Records shown –

------------------------------------------------

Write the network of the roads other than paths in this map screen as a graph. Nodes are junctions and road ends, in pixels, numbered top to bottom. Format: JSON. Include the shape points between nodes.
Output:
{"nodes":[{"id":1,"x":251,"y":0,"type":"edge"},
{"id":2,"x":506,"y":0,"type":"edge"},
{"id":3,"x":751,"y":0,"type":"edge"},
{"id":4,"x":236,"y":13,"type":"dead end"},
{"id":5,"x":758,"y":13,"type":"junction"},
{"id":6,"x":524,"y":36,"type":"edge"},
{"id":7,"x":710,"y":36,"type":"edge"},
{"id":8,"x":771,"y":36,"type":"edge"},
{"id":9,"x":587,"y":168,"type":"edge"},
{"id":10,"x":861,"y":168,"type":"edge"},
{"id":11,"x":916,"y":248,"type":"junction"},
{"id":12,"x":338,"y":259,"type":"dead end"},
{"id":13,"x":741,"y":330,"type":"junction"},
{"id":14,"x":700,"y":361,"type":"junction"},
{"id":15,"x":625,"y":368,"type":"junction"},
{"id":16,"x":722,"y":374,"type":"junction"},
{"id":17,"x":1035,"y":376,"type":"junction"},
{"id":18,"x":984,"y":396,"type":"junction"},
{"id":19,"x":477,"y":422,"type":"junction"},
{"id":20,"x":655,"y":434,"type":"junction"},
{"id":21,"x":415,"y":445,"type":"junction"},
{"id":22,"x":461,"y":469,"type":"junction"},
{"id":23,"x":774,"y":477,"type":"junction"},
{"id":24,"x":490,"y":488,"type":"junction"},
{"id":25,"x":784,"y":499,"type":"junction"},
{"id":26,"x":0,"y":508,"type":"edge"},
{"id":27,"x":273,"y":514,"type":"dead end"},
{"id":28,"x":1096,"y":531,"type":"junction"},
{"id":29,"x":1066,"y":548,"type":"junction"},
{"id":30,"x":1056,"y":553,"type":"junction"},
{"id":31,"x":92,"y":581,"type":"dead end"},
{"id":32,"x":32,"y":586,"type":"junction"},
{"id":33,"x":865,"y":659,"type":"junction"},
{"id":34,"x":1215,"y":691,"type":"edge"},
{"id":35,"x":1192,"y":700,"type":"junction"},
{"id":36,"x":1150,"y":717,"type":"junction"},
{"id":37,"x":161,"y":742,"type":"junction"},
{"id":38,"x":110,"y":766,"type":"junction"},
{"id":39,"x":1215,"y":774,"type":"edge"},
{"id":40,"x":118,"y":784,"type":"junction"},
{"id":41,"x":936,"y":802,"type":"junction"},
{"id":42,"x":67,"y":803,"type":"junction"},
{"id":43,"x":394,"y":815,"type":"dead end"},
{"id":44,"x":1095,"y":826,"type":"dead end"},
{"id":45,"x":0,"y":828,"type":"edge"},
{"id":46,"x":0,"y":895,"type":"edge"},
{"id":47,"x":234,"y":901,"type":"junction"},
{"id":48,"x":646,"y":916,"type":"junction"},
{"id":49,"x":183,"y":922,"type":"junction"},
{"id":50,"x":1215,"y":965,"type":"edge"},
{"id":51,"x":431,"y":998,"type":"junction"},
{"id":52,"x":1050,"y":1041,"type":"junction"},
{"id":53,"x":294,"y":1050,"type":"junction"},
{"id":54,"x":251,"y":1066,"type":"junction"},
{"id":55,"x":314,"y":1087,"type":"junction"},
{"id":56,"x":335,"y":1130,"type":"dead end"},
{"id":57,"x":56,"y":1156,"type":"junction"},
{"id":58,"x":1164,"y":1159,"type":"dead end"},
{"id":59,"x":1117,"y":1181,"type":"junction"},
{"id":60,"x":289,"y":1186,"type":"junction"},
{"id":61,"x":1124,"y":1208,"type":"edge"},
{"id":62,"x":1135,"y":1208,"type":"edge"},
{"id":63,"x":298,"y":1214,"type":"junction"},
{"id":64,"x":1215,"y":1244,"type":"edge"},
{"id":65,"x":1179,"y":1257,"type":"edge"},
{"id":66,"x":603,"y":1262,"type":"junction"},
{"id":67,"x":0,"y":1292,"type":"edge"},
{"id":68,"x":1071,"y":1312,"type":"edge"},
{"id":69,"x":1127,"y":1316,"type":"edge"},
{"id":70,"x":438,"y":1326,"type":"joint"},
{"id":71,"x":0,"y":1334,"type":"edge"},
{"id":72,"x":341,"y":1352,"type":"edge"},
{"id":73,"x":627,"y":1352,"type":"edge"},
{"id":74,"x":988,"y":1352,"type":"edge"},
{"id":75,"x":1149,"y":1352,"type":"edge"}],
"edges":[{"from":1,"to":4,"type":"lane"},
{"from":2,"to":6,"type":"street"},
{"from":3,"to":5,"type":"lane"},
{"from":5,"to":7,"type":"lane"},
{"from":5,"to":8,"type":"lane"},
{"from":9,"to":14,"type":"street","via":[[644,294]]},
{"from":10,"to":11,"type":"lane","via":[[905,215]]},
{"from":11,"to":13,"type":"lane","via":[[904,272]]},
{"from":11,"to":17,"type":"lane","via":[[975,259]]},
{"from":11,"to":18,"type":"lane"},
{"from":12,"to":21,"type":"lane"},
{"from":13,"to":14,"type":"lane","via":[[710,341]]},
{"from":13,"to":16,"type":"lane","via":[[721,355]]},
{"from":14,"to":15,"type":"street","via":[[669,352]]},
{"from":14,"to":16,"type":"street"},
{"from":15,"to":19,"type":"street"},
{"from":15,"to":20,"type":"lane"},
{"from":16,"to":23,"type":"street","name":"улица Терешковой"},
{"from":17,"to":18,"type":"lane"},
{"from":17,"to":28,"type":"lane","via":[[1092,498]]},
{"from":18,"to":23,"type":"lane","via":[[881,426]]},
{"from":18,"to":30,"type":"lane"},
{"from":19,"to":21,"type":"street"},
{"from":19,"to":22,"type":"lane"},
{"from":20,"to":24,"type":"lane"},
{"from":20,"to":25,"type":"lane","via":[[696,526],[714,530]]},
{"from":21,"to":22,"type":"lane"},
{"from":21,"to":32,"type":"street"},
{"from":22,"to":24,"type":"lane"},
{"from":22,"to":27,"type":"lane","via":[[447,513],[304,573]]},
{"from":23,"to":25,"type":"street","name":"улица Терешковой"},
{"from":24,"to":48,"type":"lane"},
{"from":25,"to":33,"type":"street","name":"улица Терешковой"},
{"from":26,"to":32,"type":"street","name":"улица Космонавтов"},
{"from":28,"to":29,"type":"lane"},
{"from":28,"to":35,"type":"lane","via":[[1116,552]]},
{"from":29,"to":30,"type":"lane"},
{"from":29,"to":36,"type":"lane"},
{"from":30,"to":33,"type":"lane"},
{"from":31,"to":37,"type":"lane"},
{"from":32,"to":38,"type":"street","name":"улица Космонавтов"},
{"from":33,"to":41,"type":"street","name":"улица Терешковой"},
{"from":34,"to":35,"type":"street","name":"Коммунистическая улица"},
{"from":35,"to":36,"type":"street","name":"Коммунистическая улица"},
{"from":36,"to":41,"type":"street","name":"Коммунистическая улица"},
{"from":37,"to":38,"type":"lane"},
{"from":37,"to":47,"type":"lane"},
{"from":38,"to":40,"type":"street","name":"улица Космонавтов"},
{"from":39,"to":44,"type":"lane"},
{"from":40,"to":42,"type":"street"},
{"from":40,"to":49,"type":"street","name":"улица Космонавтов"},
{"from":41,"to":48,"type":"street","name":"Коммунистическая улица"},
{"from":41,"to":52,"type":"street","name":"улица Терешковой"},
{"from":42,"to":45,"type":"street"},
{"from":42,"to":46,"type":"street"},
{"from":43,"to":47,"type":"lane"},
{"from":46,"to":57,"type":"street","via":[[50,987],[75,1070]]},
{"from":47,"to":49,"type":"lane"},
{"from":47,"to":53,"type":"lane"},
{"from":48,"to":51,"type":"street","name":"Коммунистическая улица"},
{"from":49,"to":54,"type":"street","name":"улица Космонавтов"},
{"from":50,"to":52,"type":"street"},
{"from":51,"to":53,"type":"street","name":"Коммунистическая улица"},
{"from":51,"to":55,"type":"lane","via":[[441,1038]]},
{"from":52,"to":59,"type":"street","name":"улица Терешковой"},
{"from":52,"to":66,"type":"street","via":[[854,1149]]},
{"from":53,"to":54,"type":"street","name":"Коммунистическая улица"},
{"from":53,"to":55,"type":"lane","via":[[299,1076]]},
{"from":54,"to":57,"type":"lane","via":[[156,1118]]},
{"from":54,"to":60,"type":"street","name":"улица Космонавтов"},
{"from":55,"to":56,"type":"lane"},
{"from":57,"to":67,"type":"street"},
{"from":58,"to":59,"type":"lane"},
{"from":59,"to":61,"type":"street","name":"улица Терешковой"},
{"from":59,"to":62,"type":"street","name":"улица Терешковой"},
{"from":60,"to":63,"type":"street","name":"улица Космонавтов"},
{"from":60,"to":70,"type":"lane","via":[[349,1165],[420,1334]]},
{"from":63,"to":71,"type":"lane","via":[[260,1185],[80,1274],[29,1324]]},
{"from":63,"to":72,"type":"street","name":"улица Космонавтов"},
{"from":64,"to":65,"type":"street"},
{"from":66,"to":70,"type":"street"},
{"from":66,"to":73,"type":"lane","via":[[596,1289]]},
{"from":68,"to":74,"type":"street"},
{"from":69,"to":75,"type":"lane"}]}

------------------------------------------------

Exercise details –
Go through the material above and report each line containing "Космонавтов".

Completed exercise –
{"from":26,"to":32,"type":"street","name":"улица Космонавтов"},
{"from":32,"to":38,"type":"street","name":"улица Космонавтов"},
{"from":38,"to":40,"type":"street","name":"улица Космонавтов"},
{"from":40,"to":49,"type":"street","name":"улица Космонавтов"},
{"from":49,"to":54,"type":"street","name":"улица Космонавтов"},
{"from":54,"to":60,"type":"street","name":"улица Космонавтов"},
{"from":60,"to":63,"type":"street","name":"улица Космонавтов"},
{"from":63,"to":72,"type":"street","name":"улица Космонавтов"},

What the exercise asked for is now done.